Return each line of the records below that contains the word "Μελά".

===== Records shown

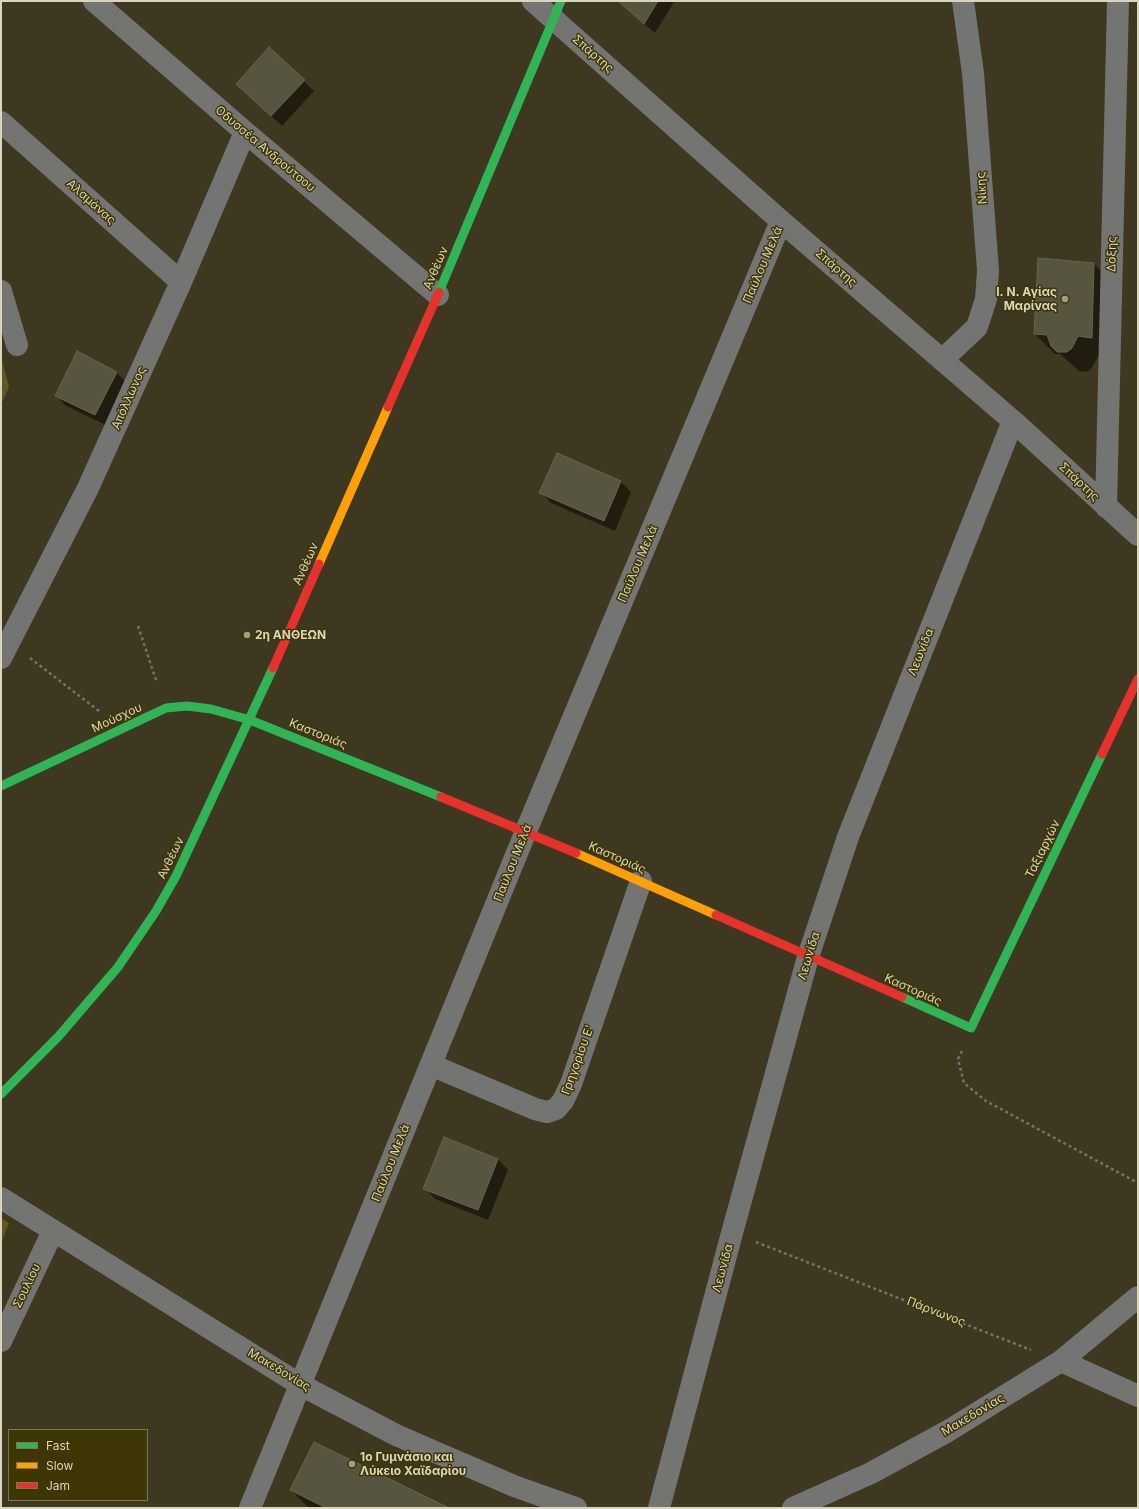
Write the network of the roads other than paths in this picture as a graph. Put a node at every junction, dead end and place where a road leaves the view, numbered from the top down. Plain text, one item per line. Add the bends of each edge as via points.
1 (94, 1) edge
2 (533, 1) edge
3 (963, 1) edge
4 (1118, 1) edge
5 (558, 10) edge
6 (1, 122) edge
7 (245, 132) junction
8 (781, 220) junction
9 (181, 282) junction
10 (1, 291) edge
11 (438, 295) junction
12 (17, 345) dead end
13 (942, 360) junction
14 (1013, 421) junction
15 (1106, 507) junction
16 (1138, 535) edge
17 (6, 643) edge
18 (1138, 679) edge
19 (250, 720) junction
20 (1, 786) edge
21 (526, 831) junction
22 (641, 881) junction
23 (808, 957) junction
24 (970, 1028) joint
25 (431, 1065) junction
26 (1, 1094) edge
27 (1, 1198) edge
28 (53, 1231) junction
29 (1138, 1297) edge
30 (1, 1341) edge
31 (1061, 1362) junction
32 (299, 1384) junction
33 (1138, 1396) edge
34 (250, 1508) edge
35 (576, 1508) edge
36 (660, 1508) edge
37 (793, 1508) edge

1 - 7 street, Οδυσσέα Ανδρούτσου
2 - 5 street, Σπάρτης
3 - 13 street, Νίκης via 973,73 988,270 986,299 977,327
4 - 15 street, Δόξης
5 - 8 street, Σπάρτης
5 - 11 street, Ανθέων
6 - 9 street, Αλαμάνας
7 - 9 street, Απόλλωνος
7 - 11 street, Οδυσσέα Ανδρούτσου
8 - 13 street, Σπάρτης
8 - 21 street, Παύλου Μελά
9 - 17 street, Απόλλωνος via 88,488
10 - 12 street
11 - 19 street, Ανθέων
13 - 14 street, Σπάρτης
14 - 15 street, Σπάρτης
14 - 23 street, Λεωνίδα via 848,837
15 - 16 street, Σπάρτης
18 - 24 street, Ταξιαρχών
19 - 20 street, Μούσχου via 211,709 187,706 166,708
19 - 21 street, Καστοριάς
19 - 26 street, Ανθέων via 176,876 156,911 118,967 58,1037
21 - 22 street, Καστοριάς
21 - 25 street, Παύλου Μελά
22 - 23 street, Καστοριάς
22 - 25 street, Γρηγορίου Ε' via 571,1084 556,1109 547,1112 535,1109
23 - 24 street, Καστοριάς
23 - 36 street, Λεωνίδα
25 - 32 street, Παύλου Μελά
27 - 28 street, Μακεδονίας
28 - 30 street, Σουλίου
28 - 32 street, Μακεδονίας
29 - 31 street, Μακεδονίας
31 - 33 street
31 - 37 street, Μακεδονίας via 948,1431 871,1473
32 - 34 street, Παύλου Μελά
32 - 35 street, Μακεδονίας via 396,1435 514,1486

==========

→ Exercise solution
8 - 21 street, Παύλου Μελά
21 - 25 street, Παύλου Μελά
25 - 32 street, Παύλου Μελά
32 - 34 street, Παύλου Μελά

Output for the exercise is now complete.